Professor Anthony (Tony) Jolowicz (1926-2012) accepted an Honorary Doctorate from the University in 2000. He was more than an Honorary Graduate, he was both a friend and a supporter of the University, particularly of its small group tutorial system, a personal method of teaching in which he himself was schooled when at Cambridge in the 1940s.
Tony will be remembered for gracing convocation with his erudition and gravitas. With his wife, Poppy, he attended every convocation until his illness in recent years prevented him from travelling to Buckingham. Joining the Honorary Graduates procession each year gave him the opportunity to meet old friends, two of whom were his pupils at Trinity College, Cambridge, Lord Scott of Foscote and the late Lord Slynn of Hadley. Much was shared too, with our former Chancellor, Sir Martin Jacomb, as both he and Professor Jolowicz were barristers, and members of the same Inn (Inner Temple).

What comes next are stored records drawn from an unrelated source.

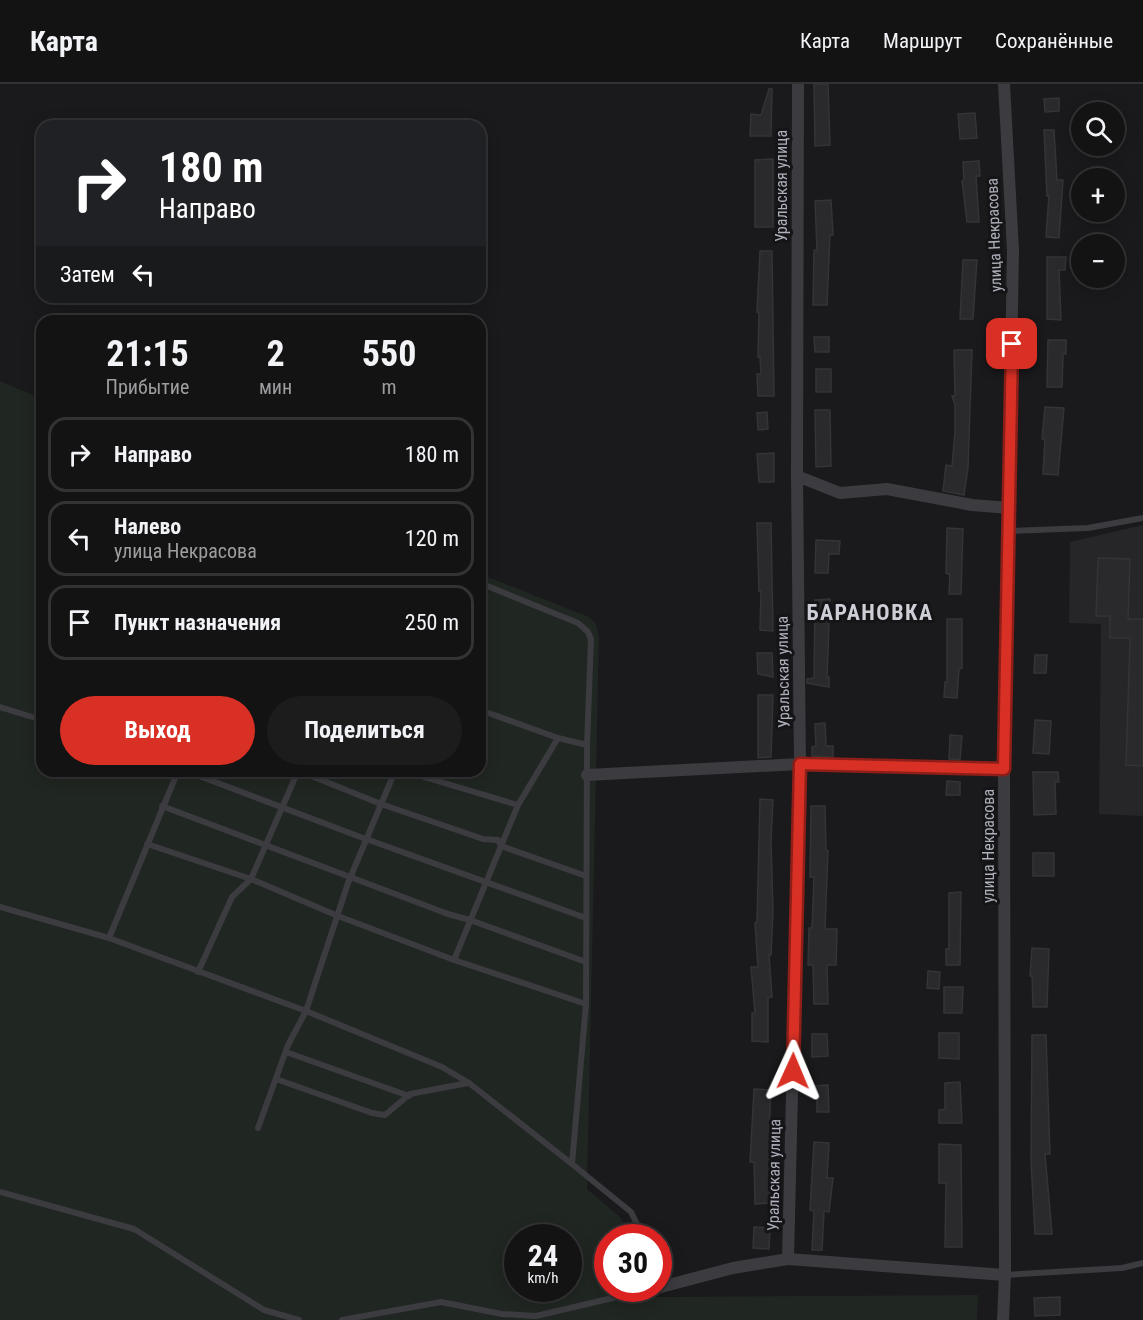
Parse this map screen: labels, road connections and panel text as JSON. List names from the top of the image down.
{
  "streets": {
    "street": ["Уральская улица", "улица Некрасова"]
  },
  "districts": ["БАРАНОВКА"],
  "page": {
    "header": "Карта",
    "nav": ["Карта", "Маршрут", "Сохранённые"],
    "map_buttons": ["+", "−"],
    "turn": ["180 m", "Направо"],
    "then": "Затем",
    "eta": [
      "21:15",
      "Прибытие",
      "2",
      "мин",
      "550",
      "m"
    ],
    "list": [
      {
        "name": "Направо",
        "value": "180 m"
      },
      {
        "name": "Налево",
        "note": "улица Некрасова",
        "value": "120 m"
      },
      {
        "name": "Пункт назначения",
        "value": "250 m"
      }
    ],
    "buttons": ["Выход", "Поделиться"],
    "speed": "24 km/h",
    "limit": "30"
  }
}
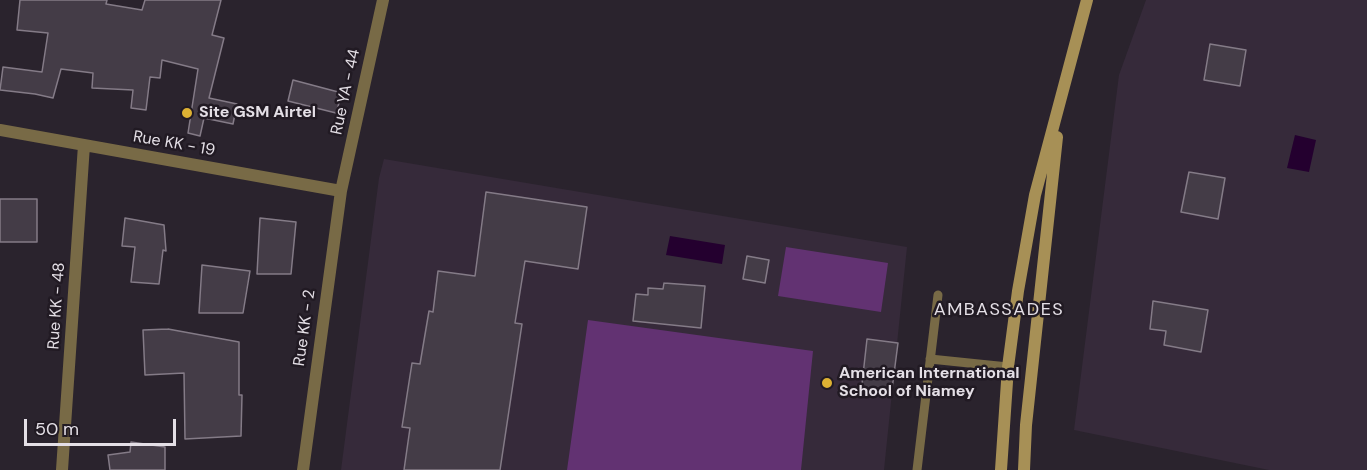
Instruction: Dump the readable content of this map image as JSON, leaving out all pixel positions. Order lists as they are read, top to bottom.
{
  "streets": {
    "street": [
      "Rue YA - 44",
      "Rue KK - 19",
      "Rue KK - 48",
      "Rue KK - 2"
    ]
  },
  "crossings": [
    ["Rue YA - 44", "Rue KK - 19"],
    ["Rue YA - 44", "Rue KK - 2"],
    ["Rue KK - 19", "Rue KK - 48"],
    ["Rue KK - 19", "Rue KK - 2"]
  ],
  "districts": ["AMBASSADES"],
  "places": ["Site GSM Airtel", "American International School of Niamey"],
  "scale_bar": "50 m"
}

Tony Jolowicz was one of three eminent lawyers; Kurt Lipstein and Eli Lauterpacht were his close friends. They were all from eminent legal families and all from Cambridge. Like them, Tony made a major contribution to academic law which ranged across the spectrum of the common law. His well known classic, titled simply Winfield and Jolowicz on Tort, was a text of great depth and complexity and so familiar to all students. He was also the author of the well regarded On Civil Procedure. Tony was a man of many, many distinctions. He was editor of the journal of the Society of Public Teachers of Law for some twenty years, and in this capacity he was able to shape the academe’s jurisprudential discourse and debate.
He will be remembered by his friends at the University of Buckingham as a man of great intellect, and on a personal level, as a great man of much humility. He was self-deprecating, generous, a man of considerable warmth who had a good sense of humour.